> _Records_:
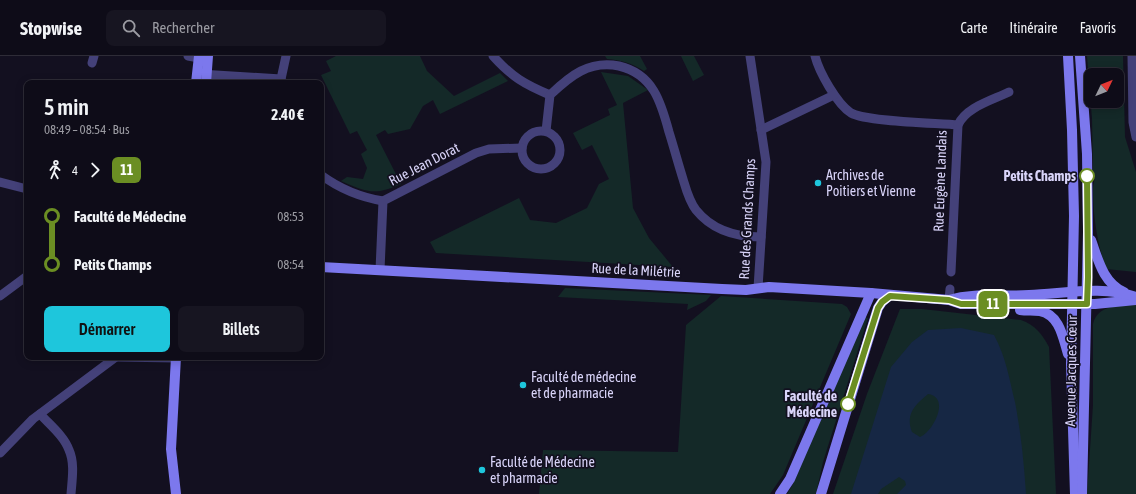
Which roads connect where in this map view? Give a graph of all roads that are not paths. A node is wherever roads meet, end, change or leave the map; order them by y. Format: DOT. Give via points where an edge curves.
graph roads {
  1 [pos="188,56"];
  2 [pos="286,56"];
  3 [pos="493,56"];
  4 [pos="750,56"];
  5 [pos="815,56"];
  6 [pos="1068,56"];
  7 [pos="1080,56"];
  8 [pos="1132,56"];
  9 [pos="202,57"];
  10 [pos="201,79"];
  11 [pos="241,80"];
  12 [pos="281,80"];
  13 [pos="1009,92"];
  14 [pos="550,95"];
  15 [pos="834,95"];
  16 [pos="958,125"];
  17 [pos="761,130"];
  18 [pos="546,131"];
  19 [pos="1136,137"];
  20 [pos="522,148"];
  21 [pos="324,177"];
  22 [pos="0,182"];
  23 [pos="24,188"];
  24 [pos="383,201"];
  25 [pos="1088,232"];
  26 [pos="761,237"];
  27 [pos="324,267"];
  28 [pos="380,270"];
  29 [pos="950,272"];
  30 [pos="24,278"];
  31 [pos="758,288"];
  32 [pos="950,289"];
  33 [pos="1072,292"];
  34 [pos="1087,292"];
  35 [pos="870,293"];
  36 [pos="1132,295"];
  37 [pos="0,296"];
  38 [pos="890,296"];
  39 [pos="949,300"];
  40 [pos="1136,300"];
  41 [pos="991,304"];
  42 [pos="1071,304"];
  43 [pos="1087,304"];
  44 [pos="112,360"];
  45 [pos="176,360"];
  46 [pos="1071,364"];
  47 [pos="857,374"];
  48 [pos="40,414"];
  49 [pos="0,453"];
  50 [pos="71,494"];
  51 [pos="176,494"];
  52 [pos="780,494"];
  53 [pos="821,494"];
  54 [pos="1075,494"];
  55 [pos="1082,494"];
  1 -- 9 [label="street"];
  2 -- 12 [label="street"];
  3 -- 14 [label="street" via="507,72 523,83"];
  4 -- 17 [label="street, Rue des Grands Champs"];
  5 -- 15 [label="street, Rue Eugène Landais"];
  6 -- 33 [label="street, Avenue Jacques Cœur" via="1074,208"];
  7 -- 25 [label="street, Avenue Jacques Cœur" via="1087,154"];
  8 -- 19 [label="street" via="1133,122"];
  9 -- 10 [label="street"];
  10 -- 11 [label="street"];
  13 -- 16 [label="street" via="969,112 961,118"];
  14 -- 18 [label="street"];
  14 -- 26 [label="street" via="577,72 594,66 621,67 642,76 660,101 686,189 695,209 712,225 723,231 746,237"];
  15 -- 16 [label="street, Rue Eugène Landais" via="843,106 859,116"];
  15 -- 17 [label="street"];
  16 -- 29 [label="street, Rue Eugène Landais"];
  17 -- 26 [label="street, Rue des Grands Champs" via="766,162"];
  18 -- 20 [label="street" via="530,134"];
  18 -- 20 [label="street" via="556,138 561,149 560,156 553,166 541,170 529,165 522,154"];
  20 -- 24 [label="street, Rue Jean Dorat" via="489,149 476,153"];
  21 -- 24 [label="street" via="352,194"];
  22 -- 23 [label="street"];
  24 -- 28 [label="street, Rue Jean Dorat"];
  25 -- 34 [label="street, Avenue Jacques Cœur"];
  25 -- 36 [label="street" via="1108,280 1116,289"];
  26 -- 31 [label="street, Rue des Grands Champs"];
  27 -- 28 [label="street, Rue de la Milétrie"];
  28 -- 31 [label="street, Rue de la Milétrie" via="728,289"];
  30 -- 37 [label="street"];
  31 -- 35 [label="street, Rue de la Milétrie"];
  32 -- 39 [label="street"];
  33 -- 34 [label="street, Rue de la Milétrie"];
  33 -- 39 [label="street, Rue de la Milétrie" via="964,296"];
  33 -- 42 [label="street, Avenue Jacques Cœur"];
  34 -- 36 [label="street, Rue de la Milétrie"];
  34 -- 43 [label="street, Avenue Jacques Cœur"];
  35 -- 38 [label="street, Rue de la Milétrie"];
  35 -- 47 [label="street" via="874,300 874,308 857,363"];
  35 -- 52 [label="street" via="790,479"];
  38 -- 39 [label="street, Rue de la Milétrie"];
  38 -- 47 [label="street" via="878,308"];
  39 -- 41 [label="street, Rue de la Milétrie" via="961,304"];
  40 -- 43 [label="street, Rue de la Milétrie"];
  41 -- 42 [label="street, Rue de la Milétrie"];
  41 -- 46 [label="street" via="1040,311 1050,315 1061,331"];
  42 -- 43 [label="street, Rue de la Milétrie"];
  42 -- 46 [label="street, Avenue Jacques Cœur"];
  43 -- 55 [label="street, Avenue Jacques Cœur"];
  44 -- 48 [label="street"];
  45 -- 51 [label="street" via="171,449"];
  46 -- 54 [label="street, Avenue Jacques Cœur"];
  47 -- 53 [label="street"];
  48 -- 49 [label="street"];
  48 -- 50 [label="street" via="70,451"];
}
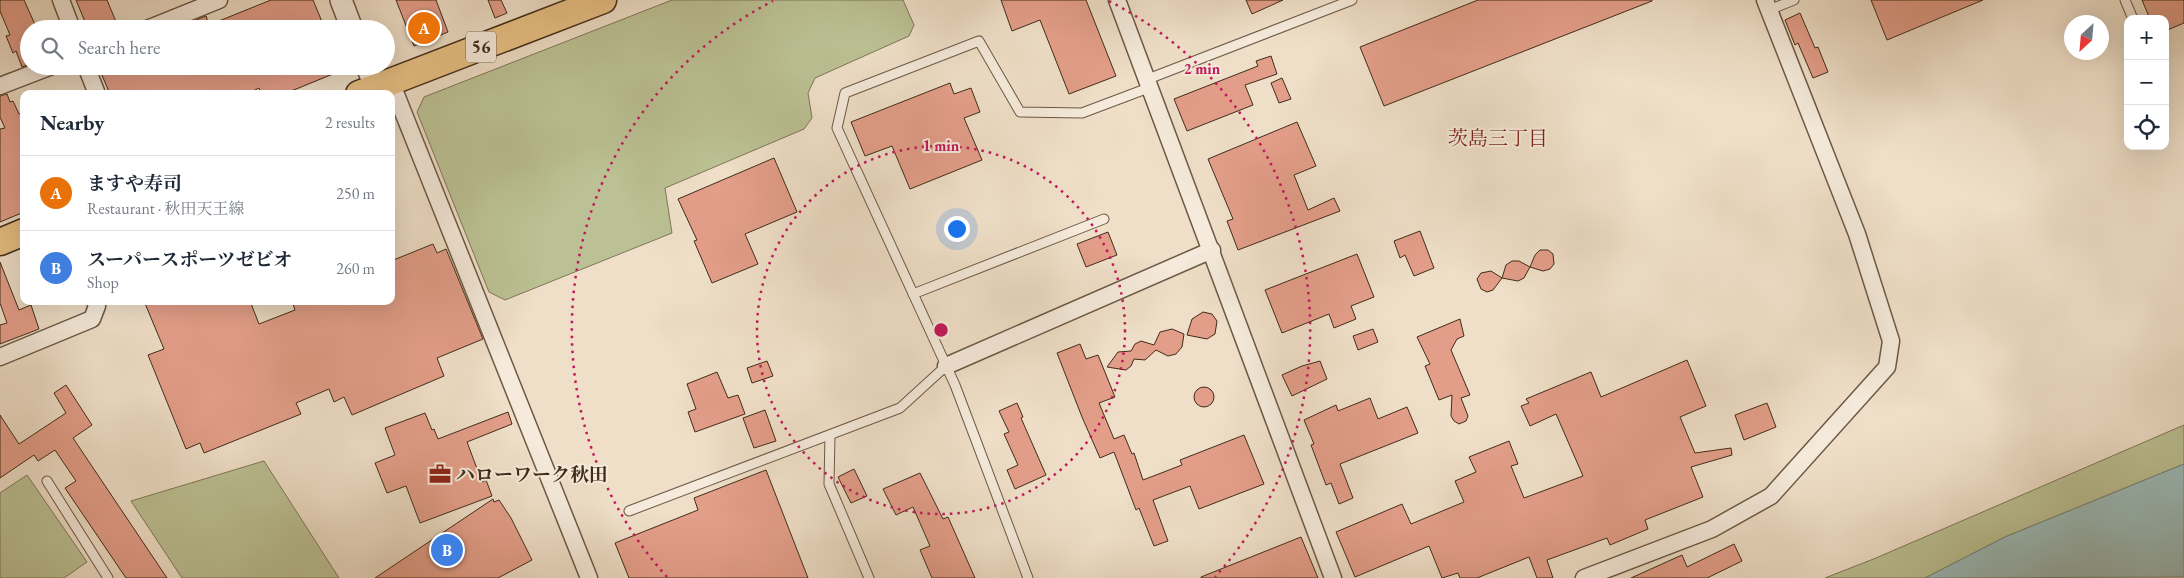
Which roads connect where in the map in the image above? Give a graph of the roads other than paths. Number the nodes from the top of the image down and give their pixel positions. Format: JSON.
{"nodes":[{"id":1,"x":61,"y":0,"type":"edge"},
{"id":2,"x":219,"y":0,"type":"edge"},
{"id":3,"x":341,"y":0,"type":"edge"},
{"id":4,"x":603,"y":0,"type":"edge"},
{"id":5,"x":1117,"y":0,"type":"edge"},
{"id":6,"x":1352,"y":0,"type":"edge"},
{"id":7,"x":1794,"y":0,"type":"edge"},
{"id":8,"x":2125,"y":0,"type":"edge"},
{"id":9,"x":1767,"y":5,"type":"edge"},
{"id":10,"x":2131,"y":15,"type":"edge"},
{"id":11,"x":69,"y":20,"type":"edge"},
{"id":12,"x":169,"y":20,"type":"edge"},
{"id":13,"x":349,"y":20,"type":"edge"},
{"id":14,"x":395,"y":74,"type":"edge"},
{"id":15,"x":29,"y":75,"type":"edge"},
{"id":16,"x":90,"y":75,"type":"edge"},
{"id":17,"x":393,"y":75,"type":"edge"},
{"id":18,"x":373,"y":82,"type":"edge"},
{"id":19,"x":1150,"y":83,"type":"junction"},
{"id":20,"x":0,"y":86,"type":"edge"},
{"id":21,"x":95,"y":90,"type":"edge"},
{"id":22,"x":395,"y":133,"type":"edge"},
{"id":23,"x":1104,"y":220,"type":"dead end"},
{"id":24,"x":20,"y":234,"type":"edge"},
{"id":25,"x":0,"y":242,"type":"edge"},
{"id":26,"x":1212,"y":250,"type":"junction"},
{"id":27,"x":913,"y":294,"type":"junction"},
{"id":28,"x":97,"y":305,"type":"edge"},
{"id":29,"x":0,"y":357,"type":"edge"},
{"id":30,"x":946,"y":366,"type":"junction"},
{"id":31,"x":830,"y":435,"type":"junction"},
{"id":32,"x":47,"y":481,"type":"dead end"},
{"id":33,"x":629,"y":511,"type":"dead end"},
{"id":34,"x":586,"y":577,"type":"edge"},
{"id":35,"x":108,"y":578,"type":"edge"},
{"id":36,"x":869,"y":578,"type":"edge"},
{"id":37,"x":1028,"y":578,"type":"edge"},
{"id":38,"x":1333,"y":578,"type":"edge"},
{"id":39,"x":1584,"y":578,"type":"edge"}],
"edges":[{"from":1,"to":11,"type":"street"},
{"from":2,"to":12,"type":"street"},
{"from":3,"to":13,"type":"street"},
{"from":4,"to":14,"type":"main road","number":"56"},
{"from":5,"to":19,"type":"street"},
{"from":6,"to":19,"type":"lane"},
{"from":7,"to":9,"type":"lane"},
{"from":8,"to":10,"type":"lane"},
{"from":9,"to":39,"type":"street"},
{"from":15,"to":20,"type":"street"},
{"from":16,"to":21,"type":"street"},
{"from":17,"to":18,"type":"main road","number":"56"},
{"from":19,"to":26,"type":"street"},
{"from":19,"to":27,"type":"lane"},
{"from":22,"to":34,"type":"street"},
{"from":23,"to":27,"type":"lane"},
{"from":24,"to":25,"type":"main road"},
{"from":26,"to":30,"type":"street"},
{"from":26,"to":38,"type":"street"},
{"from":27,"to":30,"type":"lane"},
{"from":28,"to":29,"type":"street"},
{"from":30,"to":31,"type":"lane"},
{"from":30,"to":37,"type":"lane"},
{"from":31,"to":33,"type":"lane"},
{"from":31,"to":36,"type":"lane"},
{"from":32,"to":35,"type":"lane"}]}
==
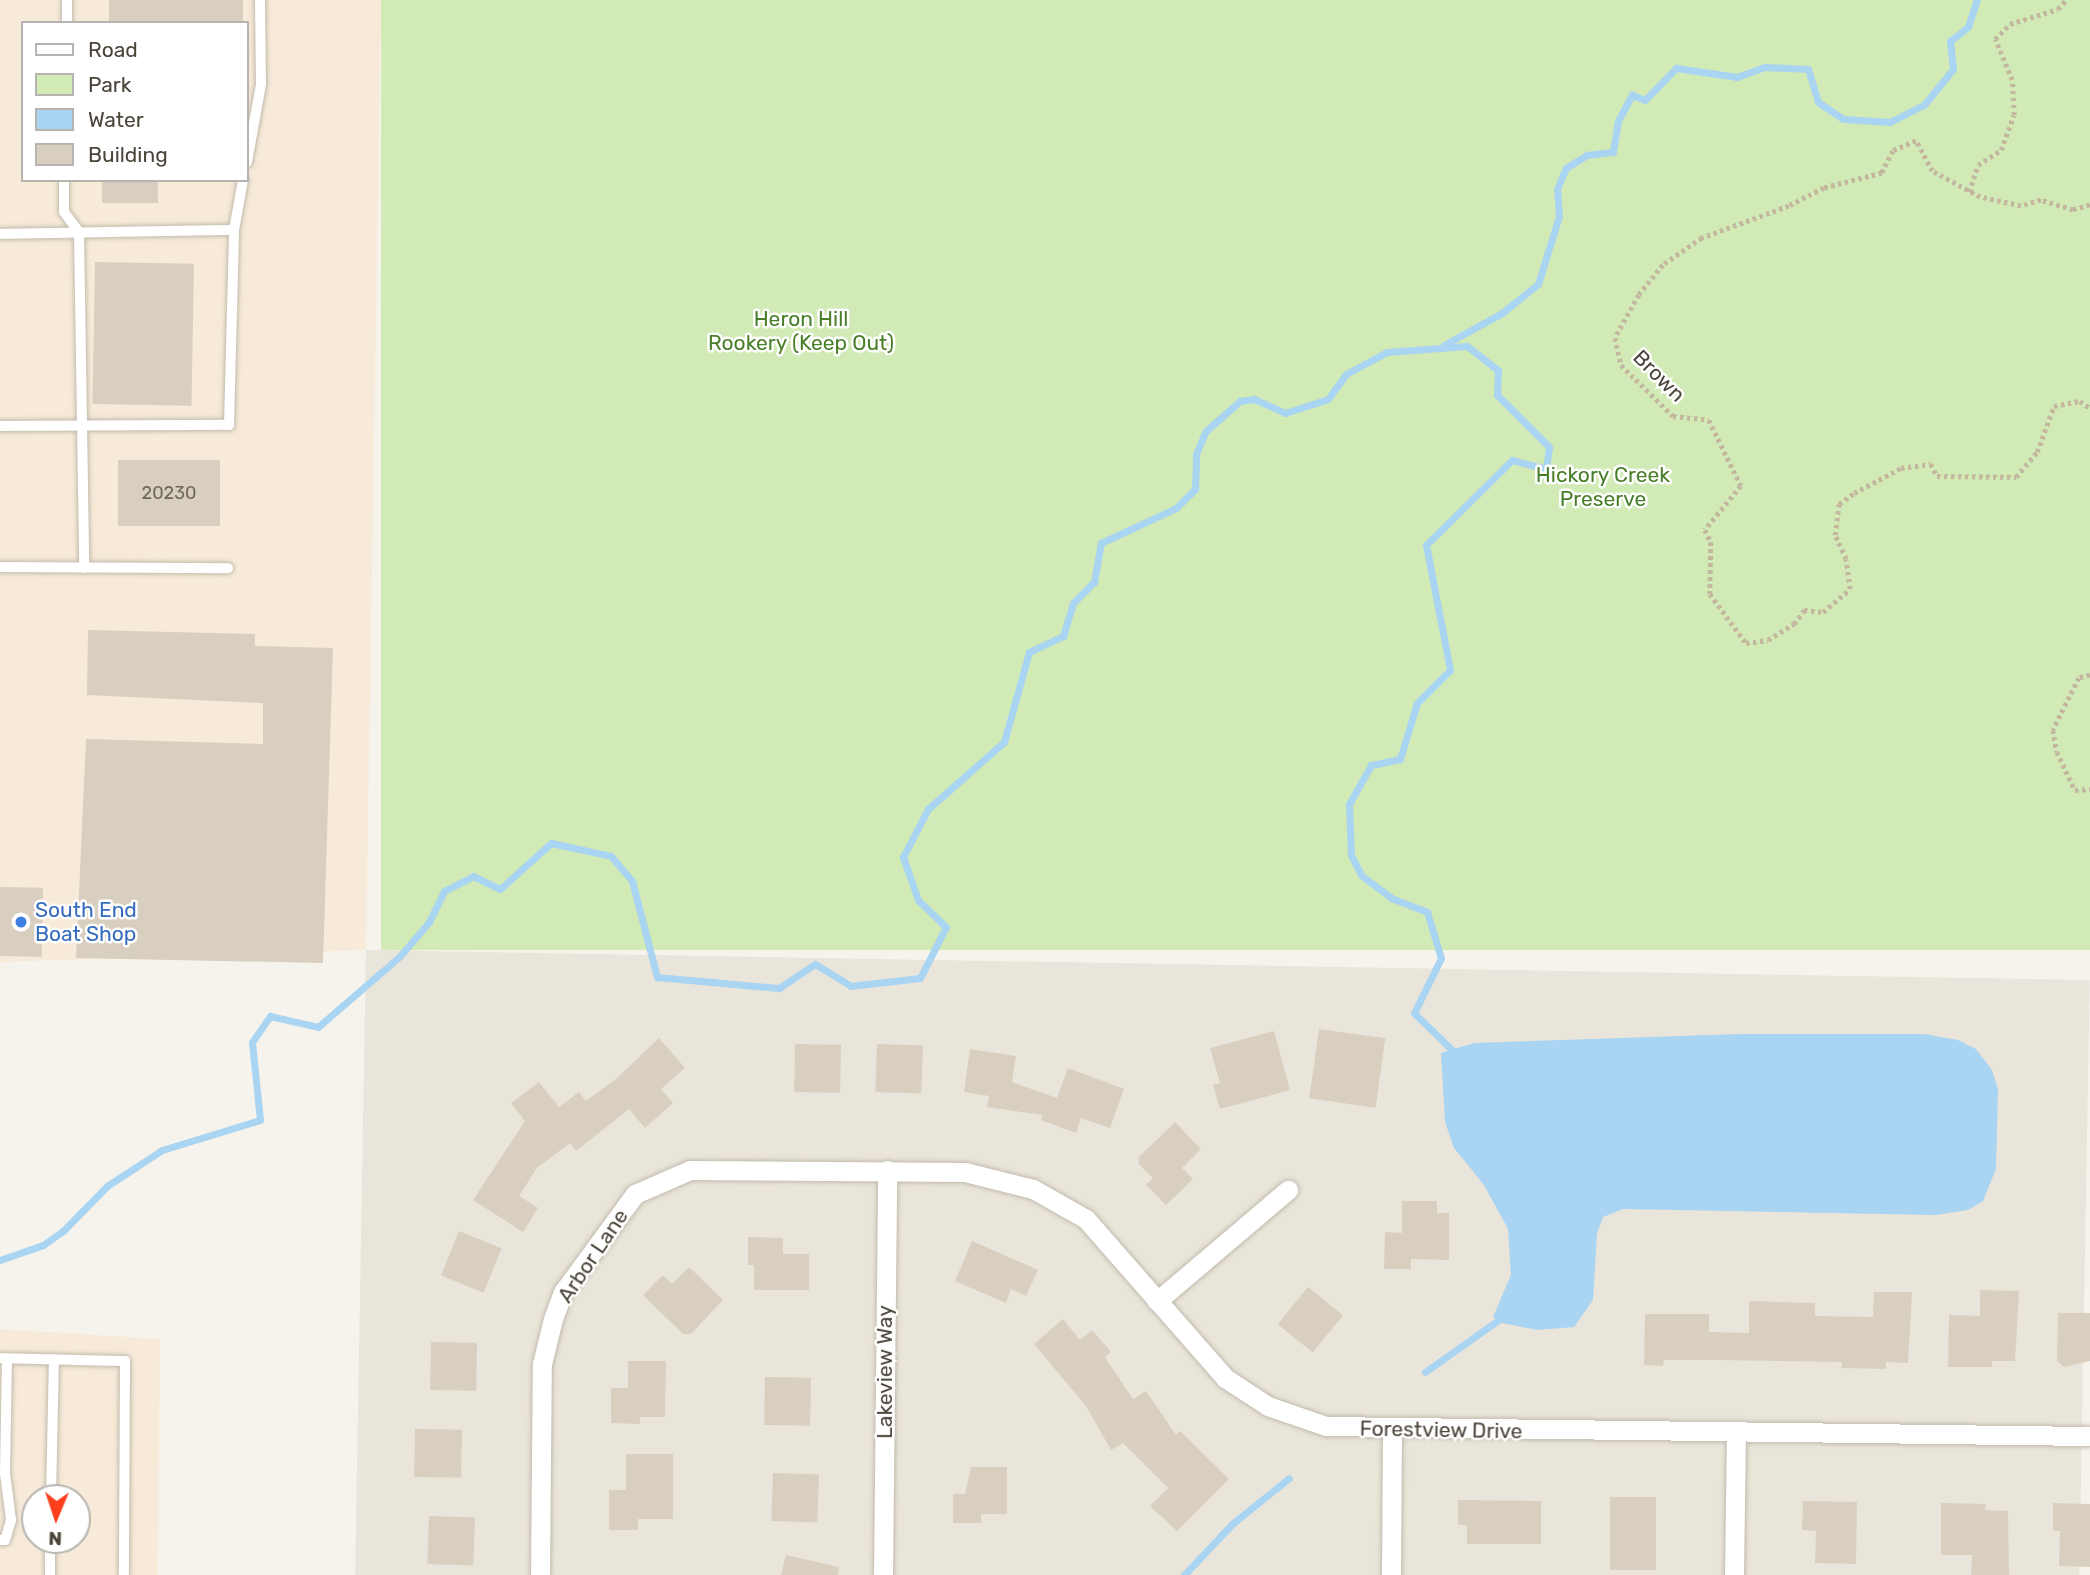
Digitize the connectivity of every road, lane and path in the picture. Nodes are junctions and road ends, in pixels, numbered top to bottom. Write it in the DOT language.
...
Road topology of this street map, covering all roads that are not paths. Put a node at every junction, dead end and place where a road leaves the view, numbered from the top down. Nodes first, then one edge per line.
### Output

> _Required action_: Your answer should be all lines from the data that contain "every".

> _Exercise result_:
Digitize the connectivity of every road, lane and path in the picture. Nodes are junctions and road ends, in pixels, numbered top to bottom. Write it in the DOT language.
Road topology of this street map, covering all roads that are not paths. Put a node at every junction, dead end and place where a road leaves the view, numbered from the top down. Nodes first, then one edge per line.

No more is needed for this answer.